Objective: To determine whether the postoperative hypercoagulable state is responsible for the increase in metastases observed after surgery.
Background: Surgery precipitates a hypercoagulable state and increases the formation of cancer metastases in animal models. Coagulation promotes metastases by facilitating the formation of microthrombi around tumor cell emboli (TCE), thereby inhibiting natural killer (NK) cell-mediated destruction.
Methods: Mice underwent surgery preceded by tumor cell inoculation to establish pulmonary metastases in the presence or absence of various perioperative anticoagulants. Pulmonary TCE were quantified and characterized using fluorescently labeled fibrinogen and platelets. The role of NK cells was evaluated by repeating these experiments after antibody depletion in a genetically deficient strain and by adoptively transferring NK cells into NK-deficient mice.
Results: Surgery resulted in a consistent and significant increase in metastases while a number of different anticoagulants and platelet depletion attenuated this effect. Impaired clearance of TCE from the lungs associated with an increase in peritumoral fibrin and platelet clot formation was observed in surgically stressed mice, but not in control mice or mice that received perioperative anticoagulation.
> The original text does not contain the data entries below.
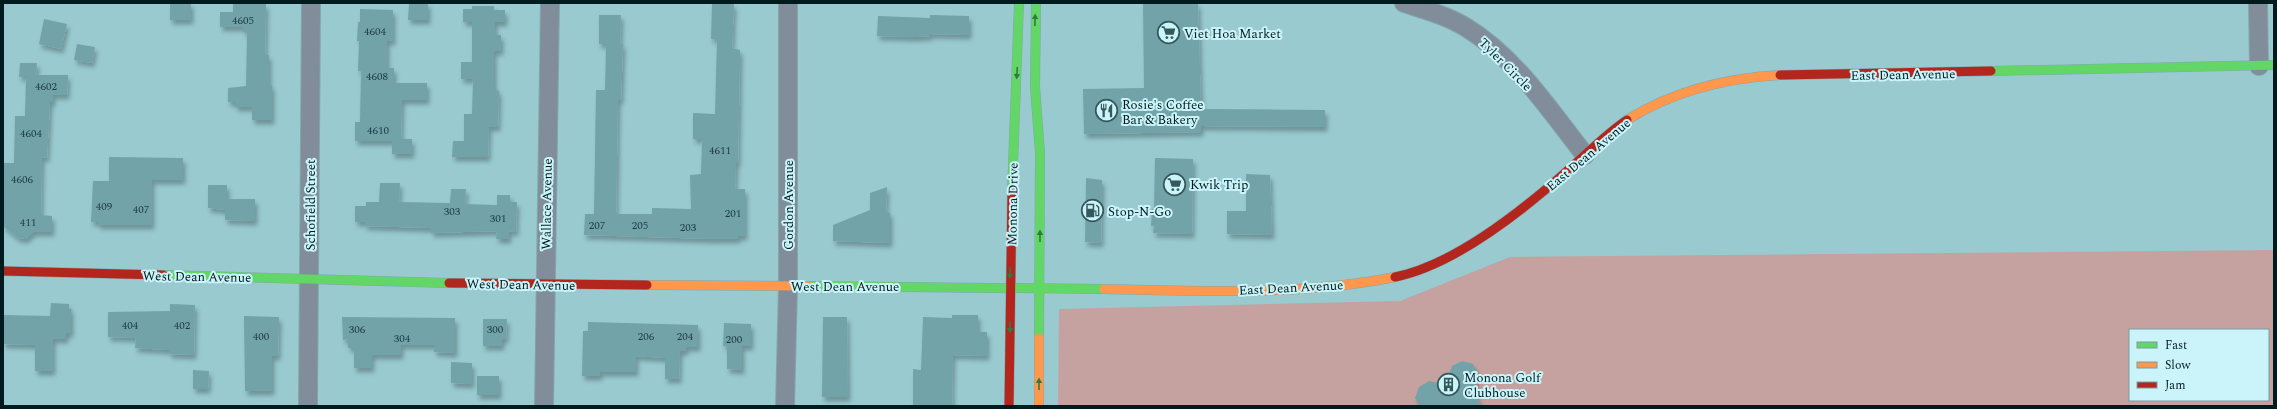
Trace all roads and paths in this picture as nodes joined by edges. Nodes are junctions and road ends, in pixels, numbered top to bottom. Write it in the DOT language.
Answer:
graph roads {
  1 [pos="311,3"];
  2 [pos="550,3"];
  3 [pos="788,3"];
  4 [pos="1019,3"];
  5 [pos="1036,3"];
  6 [pos="1404,3"];
  7 [pos="2258,3"];
  8 [pos="2266,66"];
  9 [pos="1585,155"];
  10 [pos="3,272"];
  11 [pos="309,279"];
  12 [pos="544,284"];
  13 [pos="788,286"];
  14 [pos="1010,288"];
  15 [pos="1039,289"];
  16 [pos="308,406"];
  17 [pos="544,406"];
  18 [pos="785,406"];
  19 [pos="1009,406"];
  20 [pos="1039,406"];
  1 -- 11 [label="street, Schofield Street"];
  2 -- 12 [label="street, Wallace Avenue"];
  3 -- 13 [label="street, Gordon Avenue"];
  4 -- 14 [label="street, Monona Drive, one-way"];
  15 -- 5 [label="street, Monona Drive, one-way"];
  6 -- 9 [label="street, Tyler Circle"];
  7 -- 8 [label="street"];
  8 -- 9 [label="street, East Dean Avenue"];
  9 -- 15 [label="street, East Dean Avenue"];
  10 -- 11 [label="street, West Dean Avenue"];
  11 -- 12 [label="street, West Dean Avenue"];
  11 -- 16 [label="street, Schofield Street"];
  12 -- 13 [label="street, West Dean Avenue"];
  12 -- 17 [label="street, Wallace Avenue"];
  13 -- 14 [label="street, West Dean Avenue"];
  13 -- 18 [label="street, Gordon Avenue"];
  14 -- 15 [label="street, West Dean Avenue"];
  14 -- 19 [label="street, Monona Drive, one-way"];
  20 -- 15 [label="street, Monona Drive, one-way"];
}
The increase in TCE survival conferred by surgery and inhibited by perioperative anticoagulation was eliminated by the immunological or genetic depletion of NK cells. Adoptive transfer experiment confirms that surgery impairs NK cell function.
Conclusions: Surgery promotes the formation of fibrin and platelet clots around TCE, thereby impairing NK cell-mediated tumor cell clearance, whereas perioperative anticoagulation attenuates this effect. Therapeutic interventions aimed at reducing peritumoral clot formation and enhancing NK cell function in the perioperative period will have important clinical implications in attenuating metastatic disease after cancer surgery.